10 de agosto de 2024 - VIP Station

Por Daniel Agapito

Fotos: André Santos

De alguns anos para cá, poucas bandas de black metal tiveram tanto impacto no mundo do metal quanto os poloneses do Batushka. Com sua estética – tanto sonora quanto visual – baseada nas religiões ortodoxas do leste europeu, eles têm oferecido uma abordagem diferente ao subgênero, que tem uma relação de amor e ódio com o mesmo conceito. Em dezembro de 2018, pouco após sua primeira vinda à América Latina, o Batushka, assim como muitas religiões, se dividiu em duas cismas. Uma delas liderada por Krzysztof “Derph” Drabikowski, guitarrista e idealizador do projeto original; a outra de Bartłomiej “Bart” Krysiuk, vocalista contratado por Derph para integrar a formação inicial. De maneira simplificada, tanto Derph quanto Bart fizeram álbuns sucessores de seu primeiro álbum, um pelas costas do outro e contra o outro. Bart assumiu o controle das mídias sociais e assinou contrato com a Napalm Records, seguindo com o nome e fazendo esta turnê latina.

Desde então, a banda se encontra dividida, porém tanto Drabikowski quanto Krysiuk ainda fazem uso do nome Batushka. No entanto, após uma decisão jurídica em sua terra natal, os direitos foram retirados de Krysiuk, fazendo com que esta latino-americana seja possivelmente uma das últimas vezes que veriamos o Batushka de Bart, com alguns lugares já até cantando o fim do “Batushka da Shopee”. Talvez, com sua passagem ao Brasil, o grupo passe por um numerólogo e troque seu nome para Baatushka. De qualquer forma, o futuro das duas versões continua bastante nebuloso.

O evento foi iniciado pontualmente às 15h30, meia hora após a abertura das portas, com o Shaytan, banda liderada por Daniel Blasphemoon, ex-vocalista do NervoChaos. Devido ao horário, foram poucos os que conseguiram apreciar o show do quarteto mogiano, mas aqueles que estavam presentes, receberam o agradecimento da banda, que estava visivelmente feliz com a oportunidade de tocar no evento. Em termos de sonoridade, o Shaytan apresentou um black metal bem executado e direto, embebido na fonte dos grandes nomes da segunda onda do gênero. Foi meia hora de blast beats, riffs com tremolo, vocais gritados que vêm do fundo da alma e linhas de baixo simples, porém avassaladoras. Quanto ao repertório, a banda focou nas faixas de seu primeiro álbum, Occult Aeon, lançado este ano, executando faixas como Ishtar, The Possession e Dark Mistress of Death. Apesar do público reduzido e do tempo curto do show, o Shaytan fez uma apresentação de qualidade, mostrando estar confortável em cima do palco e executando um som de qualidade.

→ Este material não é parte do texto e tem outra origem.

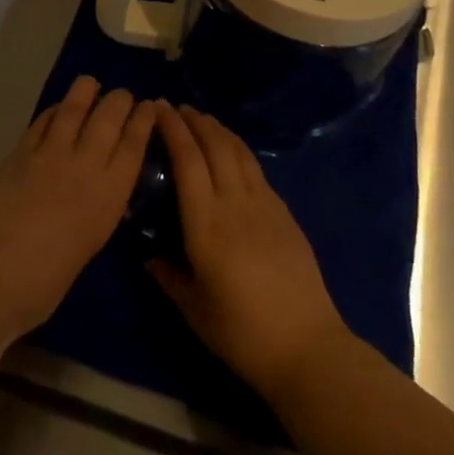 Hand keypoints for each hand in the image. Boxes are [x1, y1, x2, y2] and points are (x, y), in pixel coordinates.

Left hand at [0, 76, 154, 338]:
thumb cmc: (41, 285)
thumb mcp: (86, 248)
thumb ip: (95, 213)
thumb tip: (96, 196)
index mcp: (108, 198)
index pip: (133, 146)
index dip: (143, 121)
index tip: (149, 106)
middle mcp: (85, 167)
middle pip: (108, 118)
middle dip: (119, 100)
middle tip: (123, 95)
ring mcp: (49, 155)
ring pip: (74, 109)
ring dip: (86, 91)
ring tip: (91, 84)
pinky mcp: (19, 152)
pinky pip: (42, 121)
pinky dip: (54, 110)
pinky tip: (57, 108)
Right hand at [149, 104, 351, 401]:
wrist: (306, 346)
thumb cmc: (241, 332)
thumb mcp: (193, 307)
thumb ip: (167, 273)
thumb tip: (147, 252)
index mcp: (206, 224)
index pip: (187, 160)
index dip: (173, 129)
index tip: (158, 108)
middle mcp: (234, 203)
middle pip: (214, 146)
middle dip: (194, 121)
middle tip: (176, 108)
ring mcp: (264, 205)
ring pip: (238, 152)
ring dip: (218, 130)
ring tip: (202, 119)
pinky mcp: (284, 214)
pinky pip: (255, 170)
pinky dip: (238, 151)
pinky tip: (232, 153) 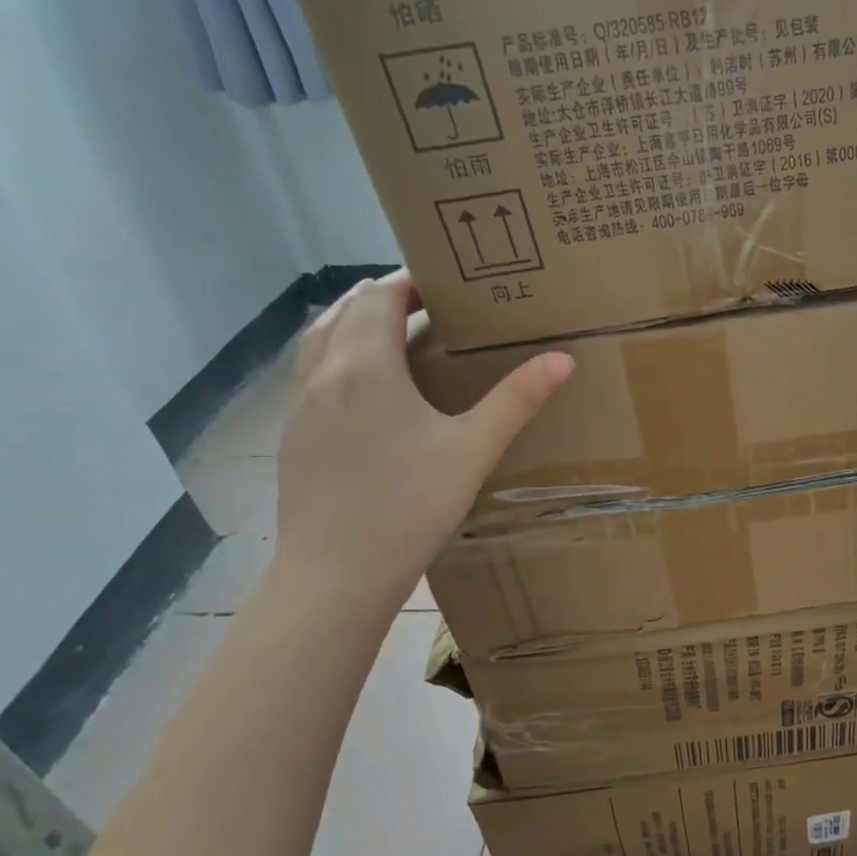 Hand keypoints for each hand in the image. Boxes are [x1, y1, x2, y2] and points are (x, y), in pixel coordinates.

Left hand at [273, 271, 572, 603]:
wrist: (335, 574)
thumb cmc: (409, 505)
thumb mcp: (473, 449)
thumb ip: (517, 399)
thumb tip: (563, 359)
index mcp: (364, 367)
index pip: (378, 298)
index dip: (408, 281)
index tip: (444, 281)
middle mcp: (321, 376)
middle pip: (343, 311)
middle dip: (383, 298)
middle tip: (428, 305)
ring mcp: (299, 408)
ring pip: (319, 341)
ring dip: (354, 325)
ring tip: (396, 336)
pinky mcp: (294, 438)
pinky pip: (312, 375)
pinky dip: (339, 358)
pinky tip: (369, 392) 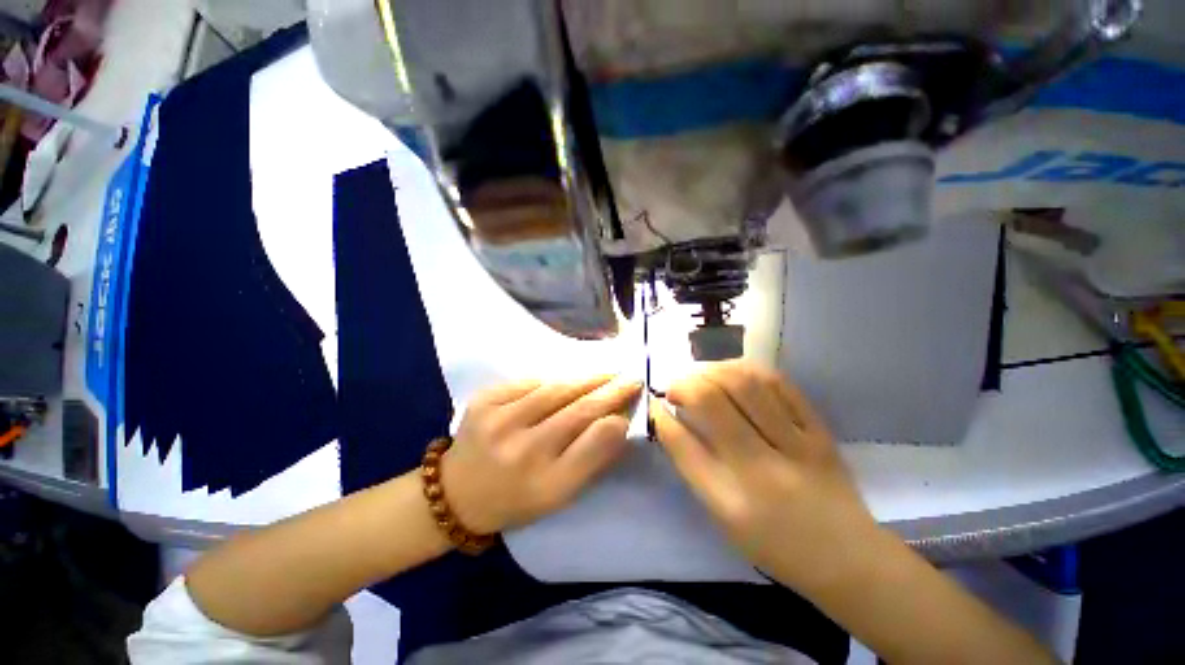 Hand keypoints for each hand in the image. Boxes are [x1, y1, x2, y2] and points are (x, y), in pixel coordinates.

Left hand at [443, 375, 641, 534]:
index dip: (617, 418)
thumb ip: (591, 459)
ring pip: (555, 391)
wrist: (456, 492)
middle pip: (576, 411)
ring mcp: (498, 422)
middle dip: (609, 390)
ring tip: (607, 373)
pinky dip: (553, 380)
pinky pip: (529, 383)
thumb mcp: (559, 493)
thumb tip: (617, 422)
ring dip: (586, 379)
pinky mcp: (483, 401)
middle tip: (630, 377)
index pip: (592, 445)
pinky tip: (566, 381)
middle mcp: (521, 452)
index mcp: (544, 485)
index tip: (634, 399)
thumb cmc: (516, 498)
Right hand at [650, 360, 876, 592]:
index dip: (661, 416)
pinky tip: (732, 371)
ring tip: (700, 374)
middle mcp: (760, 468)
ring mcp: (796, 445)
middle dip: (683, 384)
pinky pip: (780, 384)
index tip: (655, 403)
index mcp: (729, 500)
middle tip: (676, 387)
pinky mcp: (820, 432)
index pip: (682, 443)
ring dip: (712, 370)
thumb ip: (694, 466)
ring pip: (744, 384)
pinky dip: (748, 369)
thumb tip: (671, 419)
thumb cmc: (773, 544)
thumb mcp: (722, 517)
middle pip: (710, 402)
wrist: (847, 559) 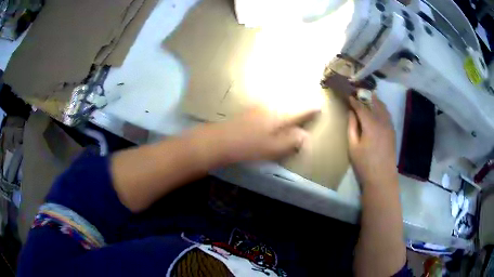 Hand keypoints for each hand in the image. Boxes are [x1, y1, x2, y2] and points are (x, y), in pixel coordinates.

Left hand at [186, 107, 318, 165]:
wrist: (221, 140)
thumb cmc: (249, 147)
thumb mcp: (273, 148)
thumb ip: (291, 141)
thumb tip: (305, 136)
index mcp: (280, 116)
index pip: (300, 109)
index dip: (311, 108)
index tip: (320, 106)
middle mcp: (272, 106)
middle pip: (291, 100)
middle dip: (302, 100)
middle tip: (311, 100)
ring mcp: (260, 106)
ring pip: (280, 99)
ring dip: (290, 99)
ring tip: (298, 99)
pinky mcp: (252, 108)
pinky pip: (271, 101)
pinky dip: (279, 102)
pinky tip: (277, 104)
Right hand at [347, 94, 397, 187]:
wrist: (382, 177)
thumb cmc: (365, 164)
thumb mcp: (353, 147)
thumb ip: (352, 127)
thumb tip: (351, 112)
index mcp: (371, 124)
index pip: (361, 106)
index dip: (354, 100)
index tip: (348, 94)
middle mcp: (382, 121)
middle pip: (374, 102)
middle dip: (365, 95)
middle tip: (357, 91)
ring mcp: (389, 125)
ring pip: (382, 107)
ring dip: (374, 100)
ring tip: (367, 97)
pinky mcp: (392, 131)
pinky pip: (386, 114)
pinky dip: (380, 108)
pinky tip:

Os veteranos da Spiritual Hate foram os próximos a assumir o palco do VIP Station, que ainda estava longe de estar cheio, mas com mais pessoas chegando. Formados em 2007, fizeram jus ao seu status como um dos nomes mais conhecidos da cena paulista, esbanjando química e colocando o público na mão. Era comum o vocalista, Blackmortem, soltar vários gritos de “fodidos”, impressionado com a reação do público. Assim como no show do Shaytan, não faltaram agradecimentos ao público e à produção do evento, com o vocalista constatando que estava honrado em poder tocar com tantas bandas de relevância nacional. A organização do evento realmente merece palmas por ter dado tanto espaço ao underground local, algo que certos eventos acabam não fazendo. O setlist passeou pela década e meia de carreira da banda, com destaque para Malvm Perpetvm, o mais recente lançamento do Spiritual Hate, Awaiting Fucking Jesus e  a saideira Behind the Lies of God, que em 2015 foi incluída em um compilado da finada Terrorizer Magazine. No fim das contas, esse foi um ótimo aquecimento para as horas de blasfêmia que teríamos pela frente.

Continuando com as bandas underground, a “legião impura” do Amazarak, formada na capital paulista em meados da virada do milênio, foi a próxima a espalhar a palavra do profano. Logo de cara, chamou a atenção o interessante colar de ossos do seu “frontbeast”, Cavalo Bathory, e as vertiginosas viradas de bateria de Orlando Vulcano, recheadas de rototons. Mais ou menos no meio do show, como o início de um ritual macabro, com um canto sinistro ecoando pelo som mecânico, a banda toda se virou de costas para o público, menos o vocalista, que empunhava uma foice. Homenageando o grande King Diamond, fizeram um cover pesado da clássica Black Funeral, hino do Mercyful Fate. Fechando sua performance, executaram a já clássica Lendários Batedores de Cabeça, que foi descrita como um som “de headbanger para headbanger” e dedicada aos organizadores do evento. Vidrados pela apresentação, os fãs gritaram a plenos pulmões o controverso refrão desta última faixa: “Destruindo os cristãos com os nossos sons a profanar/ Nós somos os lendários batedores de cabeça…/ E do inferno viemos atacar!”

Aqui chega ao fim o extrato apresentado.